* **Stored data**:
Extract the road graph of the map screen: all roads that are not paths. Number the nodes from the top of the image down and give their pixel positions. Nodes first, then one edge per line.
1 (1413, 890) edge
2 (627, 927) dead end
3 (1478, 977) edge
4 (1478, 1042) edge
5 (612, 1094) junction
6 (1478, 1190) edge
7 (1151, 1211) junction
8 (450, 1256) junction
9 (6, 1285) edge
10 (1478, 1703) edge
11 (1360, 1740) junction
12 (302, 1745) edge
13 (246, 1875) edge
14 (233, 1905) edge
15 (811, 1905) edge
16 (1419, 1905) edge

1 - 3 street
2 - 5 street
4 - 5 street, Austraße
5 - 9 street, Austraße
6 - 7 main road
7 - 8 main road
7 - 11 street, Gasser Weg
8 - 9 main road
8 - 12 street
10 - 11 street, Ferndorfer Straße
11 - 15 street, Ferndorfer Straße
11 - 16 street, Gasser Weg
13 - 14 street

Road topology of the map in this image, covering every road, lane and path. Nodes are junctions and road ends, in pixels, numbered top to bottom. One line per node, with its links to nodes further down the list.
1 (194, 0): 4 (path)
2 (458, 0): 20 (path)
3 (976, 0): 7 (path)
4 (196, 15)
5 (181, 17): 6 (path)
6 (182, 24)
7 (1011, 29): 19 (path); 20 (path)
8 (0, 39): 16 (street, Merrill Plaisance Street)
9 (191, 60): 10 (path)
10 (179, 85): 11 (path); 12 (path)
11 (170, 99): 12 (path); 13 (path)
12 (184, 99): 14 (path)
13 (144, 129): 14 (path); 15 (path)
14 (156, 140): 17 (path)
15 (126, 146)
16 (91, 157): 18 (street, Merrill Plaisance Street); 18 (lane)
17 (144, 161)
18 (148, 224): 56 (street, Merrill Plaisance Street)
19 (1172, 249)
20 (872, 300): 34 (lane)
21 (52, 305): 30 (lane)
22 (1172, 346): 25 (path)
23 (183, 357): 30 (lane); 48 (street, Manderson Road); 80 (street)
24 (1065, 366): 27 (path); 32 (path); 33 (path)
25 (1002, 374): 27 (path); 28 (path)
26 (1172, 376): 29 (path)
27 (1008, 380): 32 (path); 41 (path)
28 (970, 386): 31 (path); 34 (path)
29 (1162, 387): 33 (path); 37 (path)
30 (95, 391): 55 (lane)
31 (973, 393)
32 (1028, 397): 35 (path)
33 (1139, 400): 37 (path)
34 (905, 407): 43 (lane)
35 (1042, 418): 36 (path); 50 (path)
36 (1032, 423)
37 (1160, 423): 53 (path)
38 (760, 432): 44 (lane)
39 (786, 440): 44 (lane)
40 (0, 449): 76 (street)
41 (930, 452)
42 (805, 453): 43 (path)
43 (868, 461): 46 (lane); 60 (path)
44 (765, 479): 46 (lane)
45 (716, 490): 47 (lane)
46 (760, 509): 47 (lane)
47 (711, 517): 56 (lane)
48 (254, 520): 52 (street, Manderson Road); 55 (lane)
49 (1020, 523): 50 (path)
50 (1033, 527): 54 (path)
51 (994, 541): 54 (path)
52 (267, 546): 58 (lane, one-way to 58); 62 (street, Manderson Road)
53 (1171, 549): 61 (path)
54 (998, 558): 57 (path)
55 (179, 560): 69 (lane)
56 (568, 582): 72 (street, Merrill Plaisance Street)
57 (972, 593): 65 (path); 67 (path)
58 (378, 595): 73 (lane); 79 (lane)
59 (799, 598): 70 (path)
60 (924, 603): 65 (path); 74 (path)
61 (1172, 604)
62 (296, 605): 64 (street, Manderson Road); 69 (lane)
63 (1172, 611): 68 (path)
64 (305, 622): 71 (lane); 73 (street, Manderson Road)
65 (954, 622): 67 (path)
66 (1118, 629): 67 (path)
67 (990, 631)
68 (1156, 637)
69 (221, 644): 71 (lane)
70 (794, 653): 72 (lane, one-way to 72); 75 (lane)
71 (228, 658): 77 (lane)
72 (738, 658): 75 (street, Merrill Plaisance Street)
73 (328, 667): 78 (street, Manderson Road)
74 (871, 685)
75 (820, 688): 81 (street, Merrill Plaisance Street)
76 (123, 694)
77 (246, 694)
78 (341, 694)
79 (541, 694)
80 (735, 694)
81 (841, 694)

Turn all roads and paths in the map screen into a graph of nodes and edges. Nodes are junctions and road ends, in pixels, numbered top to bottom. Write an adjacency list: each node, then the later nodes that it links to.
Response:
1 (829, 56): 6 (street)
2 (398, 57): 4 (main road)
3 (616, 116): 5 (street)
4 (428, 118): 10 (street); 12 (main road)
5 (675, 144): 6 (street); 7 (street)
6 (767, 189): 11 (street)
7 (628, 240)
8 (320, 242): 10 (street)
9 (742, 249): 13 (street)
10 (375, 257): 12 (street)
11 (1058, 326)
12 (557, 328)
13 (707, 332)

* **Assignment**: In your answer, repeat each line of the material word for word.

* **Answer to the exercise**:
Extract the road graph of the map screen: all roads that are not paths. Number the nodes from the top of the image down and give their pixel positions. Nodes first, then one edge per line.
1 (1413, 890) edge
2 (627, 927) dead end
3 (1478, 977) edge
4 (1478, 1042) edge
5 (612, 1094) junction
6 (1478, 1190) edge
7 (1151, 1211) junction
8 (450, 1256) junction
9 (6, 1285) edge
10 (1478, 1703) edge
11 (1360, 1740) junction
12 (302, 1745) edge
13 (246, 1875) edge
14 (233, 1905) edge
15 (811, 1905) edge
16 (1419, 1905) edge

1 - 3 street
2 - 5 street
4 - 5 street, Austraße
5 - 9 street, Austraße
6 - 7 main road
7 - 8 main road
7 - 11 street, Gasser Weg
8 - 9 main road
8 - 12 street
10 - 11 street, Ferndorfer Straße
11 - 15 street, Ferndorfer Straße
11 - 16 street, Gasser Weg
13 - 14 street

Road topology of the map in this image, covering every road, lane and path. Nodes are junctions and road ends, in pixels, numbered top to bottom. One line per node, with its links to nodes further down the list.
1 (194, 0): 4 (path)
2 (458, 0): 20 (path)
3 (976, 0): 7 (path)
4 (196, 15)
5 (181, 17): 6 (path)
6 (182, 24)
7 (1011, 29): 19 (path); 20 (path)
8 (0, 39): 16 (street, Merrill Plaisance Street)
9 (191, 60): 10 (path)
10 (179, 85): 11 (path); 12 (path)
11 (170, 99): 12 (path); 13 (path)
12 (184, 99): 14 (path)
13 (144, 129): 14 (path); 15 (path)
14 (156, 140): 17 (path)
15 (126, 146)
16 (91, 157): 18 (street, Merrill Plaisance Street); 18 (lane)
17 (144, 161)
18 (148, 224): 56 (street, Merrill Plaisance Street)
19 (1172, 249)
20 (872, 300): 34 (lane)
21 (52, 305): 30 (lane)
22 (1172, 346): 25 (path)
23 (183, 357): 30 (lane); 48 (street, Manderson Road); 80 (street)
24 (1065, 366): 27 (path); 32 (path); 33 (path)
25 (1002, 374): 27 (path); 28 (path)
26 (1172, 376): 29 (path)
27 (1008, 380): 32 (path); 41 (path)
28 (970, 386): 31 (path); 34 (path)
29 (1162, 387): 33 (path); 37 (path)
30 (95, 391): 55 (lane)
31 (973, 393)
32 (1028, 397): 35 (path)
33 (1139, 400): 37 (path)
34 (905, 407): 43 (lane)
35 (1042, 418): 36 (path); 50 (path)
36 (1032, 423)
37 (1160, 423): 53 (path)
38 (760, 432): 44 (lane)
39 (786, 440): 44 (lane)
40 (0, 449): 76 (street)
41 (930, 452)
42 (805, 453): 43 (path)
43 (868, 461): 46 (lane); 60 (path)
44 (765, 479): 46 (lane)
45 (716, 490): 47 (lane)
46 (760, 509): 47 (lane)
47 (711, 517): 56 (lane)
48 (254, 520): 52 (street, Manderson Road); 55 (lane)
49 (1020, 523): 50 (path)
50 (1033, 527): 54 (path)
51 (994, 541): 54 (path)
52 (267, 546): 58 (lane, one-way to 58); 62 (street, Manderson Road)
53 (1171, 549): 61 (path)
54 (998, 558): 57 (path)
55 (179, 560): 69 (lane)
56 (568, 582): 72 (street, Merrill Plaisance Street)
57 (972, 593): 65 (path); 67 (path)
58 (378, 595): 73 (lane); 79 (lane)
59 (799, 598): 70 (path)
60 (924, 603): 65 (path); 74 (path)
61 (1172, 604)
62 (296, 605): 64 (street, Manderson Road); 69 (lane)
63 (1172, 611): 68 (path)
64 (305, 622): 71 (lane); 73 (street, Manderson Road)
65 (954, 622): 67 (path)
66 (1118, 629): 67 (path)
67 (990, 631)
68 (1156, 637)
69 (221, 644): 71 (lane)
70 (794, 653): 72 (lane, one-way to 72); 75 (lane)
71 (228, 658): 77 (lane)
72 (738, 658): 75 (street, Merrill Plaisance Street)
73 (328, 667): 78 (street, Manderson Road)
74 (871, 685)
75 (820, 688): 81 (street, Merrill Plaisance Street)
76 (123, 694)
77 (246, 694)
78 (341, 694)
79 (541, 694)
80 (735, 694)
81 (841, 694)

Turn all roads and paths in the map screen into a graph of nodes and edges. Nodes are junctions and road ends, in pixels, numbered top to bottom. Write an adjacency list: each node, then the later nodes that it links to.
Response:
1 (829, 56): 6 (street)
2 (398, 57): 4 (main road)
3 (616, 116): 5 (street)
4 (428, 118): 10 (street); 12 (main road)
5 (675, 144): 6 (street); 7 (street)
6 (767, 189): 11 (street)
7 (628, 240)
8 (320, 242): 10 (street)
9 (742, 249): 13 (street)
10 (375, 257): 12 (street)
11 (1058, 326)
12 (557, 328)
13 (707, 332)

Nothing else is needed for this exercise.